Which lines of the data contain the string "Savoie"? Copy every one.

START Information shown

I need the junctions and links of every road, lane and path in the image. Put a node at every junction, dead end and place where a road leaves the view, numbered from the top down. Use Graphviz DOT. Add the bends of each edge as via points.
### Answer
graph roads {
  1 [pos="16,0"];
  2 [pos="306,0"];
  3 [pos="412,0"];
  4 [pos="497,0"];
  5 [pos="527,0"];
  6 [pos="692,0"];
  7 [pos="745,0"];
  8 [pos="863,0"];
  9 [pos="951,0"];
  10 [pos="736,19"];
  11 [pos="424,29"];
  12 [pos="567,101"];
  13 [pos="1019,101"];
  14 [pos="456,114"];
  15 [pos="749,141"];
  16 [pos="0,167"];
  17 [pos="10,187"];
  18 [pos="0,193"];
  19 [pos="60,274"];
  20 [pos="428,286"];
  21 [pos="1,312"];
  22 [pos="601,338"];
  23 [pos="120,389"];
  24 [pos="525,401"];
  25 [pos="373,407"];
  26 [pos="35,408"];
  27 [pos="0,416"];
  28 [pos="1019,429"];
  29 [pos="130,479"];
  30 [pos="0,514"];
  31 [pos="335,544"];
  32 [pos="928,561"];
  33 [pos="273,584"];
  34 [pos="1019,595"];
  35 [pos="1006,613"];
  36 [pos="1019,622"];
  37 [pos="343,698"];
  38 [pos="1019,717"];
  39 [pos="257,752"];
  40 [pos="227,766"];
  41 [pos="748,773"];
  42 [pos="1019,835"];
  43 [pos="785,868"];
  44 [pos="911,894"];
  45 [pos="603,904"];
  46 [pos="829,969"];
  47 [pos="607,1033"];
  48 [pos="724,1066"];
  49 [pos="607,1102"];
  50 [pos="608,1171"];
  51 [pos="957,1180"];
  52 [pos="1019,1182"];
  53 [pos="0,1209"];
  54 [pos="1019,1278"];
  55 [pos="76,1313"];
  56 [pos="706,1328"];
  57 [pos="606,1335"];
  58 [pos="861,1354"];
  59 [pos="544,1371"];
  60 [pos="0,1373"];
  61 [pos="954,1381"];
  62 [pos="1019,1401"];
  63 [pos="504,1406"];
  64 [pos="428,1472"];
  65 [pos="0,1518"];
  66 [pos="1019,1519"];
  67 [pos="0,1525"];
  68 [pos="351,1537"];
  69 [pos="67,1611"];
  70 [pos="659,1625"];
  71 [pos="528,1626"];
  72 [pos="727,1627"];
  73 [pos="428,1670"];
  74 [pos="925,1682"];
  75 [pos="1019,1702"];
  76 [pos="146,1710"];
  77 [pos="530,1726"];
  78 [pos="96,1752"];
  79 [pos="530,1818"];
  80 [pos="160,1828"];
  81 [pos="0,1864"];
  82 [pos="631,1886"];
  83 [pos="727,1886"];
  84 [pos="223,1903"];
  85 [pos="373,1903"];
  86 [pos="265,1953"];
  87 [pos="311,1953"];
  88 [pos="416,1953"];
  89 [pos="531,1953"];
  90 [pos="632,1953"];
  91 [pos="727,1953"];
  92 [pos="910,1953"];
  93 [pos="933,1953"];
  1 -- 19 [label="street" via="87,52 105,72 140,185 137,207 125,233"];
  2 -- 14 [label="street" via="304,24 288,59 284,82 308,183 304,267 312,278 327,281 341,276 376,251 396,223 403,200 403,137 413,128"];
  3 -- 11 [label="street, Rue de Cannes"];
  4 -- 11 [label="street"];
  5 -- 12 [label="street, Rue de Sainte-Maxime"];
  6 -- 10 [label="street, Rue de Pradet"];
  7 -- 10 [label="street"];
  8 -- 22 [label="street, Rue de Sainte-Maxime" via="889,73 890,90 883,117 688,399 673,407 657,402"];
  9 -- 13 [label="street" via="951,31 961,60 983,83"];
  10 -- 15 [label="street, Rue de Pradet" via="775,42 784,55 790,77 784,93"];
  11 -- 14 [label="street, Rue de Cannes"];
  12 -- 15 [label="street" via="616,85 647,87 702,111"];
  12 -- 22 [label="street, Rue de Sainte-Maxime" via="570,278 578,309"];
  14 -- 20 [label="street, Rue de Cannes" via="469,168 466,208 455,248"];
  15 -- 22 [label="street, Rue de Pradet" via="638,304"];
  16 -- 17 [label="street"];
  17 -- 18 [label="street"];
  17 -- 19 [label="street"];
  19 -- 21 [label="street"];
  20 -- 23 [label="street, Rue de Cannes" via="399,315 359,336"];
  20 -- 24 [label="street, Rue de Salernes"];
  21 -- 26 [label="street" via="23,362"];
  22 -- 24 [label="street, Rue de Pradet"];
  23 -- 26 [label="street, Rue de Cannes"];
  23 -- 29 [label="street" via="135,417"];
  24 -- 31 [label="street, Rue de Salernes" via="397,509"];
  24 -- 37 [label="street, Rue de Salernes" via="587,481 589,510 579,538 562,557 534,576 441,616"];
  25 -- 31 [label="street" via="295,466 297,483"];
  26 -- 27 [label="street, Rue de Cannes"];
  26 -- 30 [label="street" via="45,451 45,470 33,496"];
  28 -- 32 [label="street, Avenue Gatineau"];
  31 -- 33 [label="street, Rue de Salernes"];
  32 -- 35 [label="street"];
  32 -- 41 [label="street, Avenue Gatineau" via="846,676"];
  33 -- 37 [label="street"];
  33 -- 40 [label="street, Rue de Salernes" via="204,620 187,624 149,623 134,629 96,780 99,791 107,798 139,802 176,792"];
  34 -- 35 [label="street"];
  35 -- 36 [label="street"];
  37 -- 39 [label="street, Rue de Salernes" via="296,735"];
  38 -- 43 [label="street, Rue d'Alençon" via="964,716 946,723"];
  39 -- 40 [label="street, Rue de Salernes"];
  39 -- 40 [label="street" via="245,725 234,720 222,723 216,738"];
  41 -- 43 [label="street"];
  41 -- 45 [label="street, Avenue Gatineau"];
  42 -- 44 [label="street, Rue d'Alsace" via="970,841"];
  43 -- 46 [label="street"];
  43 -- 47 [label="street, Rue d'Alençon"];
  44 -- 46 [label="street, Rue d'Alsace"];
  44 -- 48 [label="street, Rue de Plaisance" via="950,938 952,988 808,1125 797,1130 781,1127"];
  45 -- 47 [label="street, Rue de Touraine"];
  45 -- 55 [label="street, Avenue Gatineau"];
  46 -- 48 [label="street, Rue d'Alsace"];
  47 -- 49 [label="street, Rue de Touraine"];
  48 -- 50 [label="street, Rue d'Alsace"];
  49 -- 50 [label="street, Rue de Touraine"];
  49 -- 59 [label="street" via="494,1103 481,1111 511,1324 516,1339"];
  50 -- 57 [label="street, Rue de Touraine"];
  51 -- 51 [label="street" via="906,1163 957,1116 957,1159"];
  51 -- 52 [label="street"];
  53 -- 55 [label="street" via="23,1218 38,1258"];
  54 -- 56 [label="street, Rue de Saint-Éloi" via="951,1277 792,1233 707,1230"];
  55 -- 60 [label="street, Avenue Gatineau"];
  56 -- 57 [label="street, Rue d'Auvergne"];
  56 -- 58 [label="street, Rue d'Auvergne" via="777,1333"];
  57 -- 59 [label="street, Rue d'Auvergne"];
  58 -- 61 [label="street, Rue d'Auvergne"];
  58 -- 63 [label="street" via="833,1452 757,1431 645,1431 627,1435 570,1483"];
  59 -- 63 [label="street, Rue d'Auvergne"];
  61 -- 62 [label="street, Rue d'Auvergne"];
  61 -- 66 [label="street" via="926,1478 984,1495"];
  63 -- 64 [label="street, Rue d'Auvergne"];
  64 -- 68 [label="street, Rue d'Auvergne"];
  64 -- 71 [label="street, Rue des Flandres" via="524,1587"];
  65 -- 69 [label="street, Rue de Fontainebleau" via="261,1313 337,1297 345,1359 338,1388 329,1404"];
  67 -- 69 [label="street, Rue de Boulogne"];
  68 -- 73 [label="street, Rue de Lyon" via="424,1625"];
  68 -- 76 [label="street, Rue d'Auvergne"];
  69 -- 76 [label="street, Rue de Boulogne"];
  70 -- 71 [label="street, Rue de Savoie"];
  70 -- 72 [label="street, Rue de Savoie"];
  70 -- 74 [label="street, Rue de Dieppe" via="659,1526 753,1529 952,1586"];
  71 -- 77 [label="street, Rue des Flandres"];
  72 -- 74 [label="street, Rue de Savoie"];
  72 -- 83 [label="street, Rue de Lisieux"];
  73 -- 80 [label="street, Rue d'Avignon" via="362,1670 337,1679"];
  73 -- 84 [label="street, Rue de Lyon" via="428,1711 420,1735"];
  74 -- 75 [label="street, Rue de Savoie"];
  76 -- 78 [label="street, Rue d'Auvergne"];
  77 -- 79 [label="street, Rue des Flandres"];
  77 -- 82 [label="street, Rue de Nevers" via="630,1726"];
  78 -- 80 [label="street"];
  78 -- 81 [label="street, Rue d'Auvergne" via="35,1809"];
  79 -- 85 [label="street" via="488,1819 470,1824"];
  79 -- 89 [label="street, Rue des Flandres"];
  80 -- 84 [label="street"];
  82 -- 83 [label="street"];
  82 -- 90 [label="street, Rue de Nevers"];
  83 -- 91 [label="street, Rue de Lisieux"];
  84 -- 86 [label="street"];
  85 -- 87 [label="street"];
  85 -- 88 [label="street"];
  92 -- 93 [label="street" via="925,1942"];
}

END Information shown

Expected output:
  70 -- 71 [label="street, Rue de Savoie"];
  70 -- 72 [label="street, Rue de Savoie"];
  72 -- 74 [label="street, Rue de Savoie"];
  74 -- 75 [label="street, Rue de Savoie"];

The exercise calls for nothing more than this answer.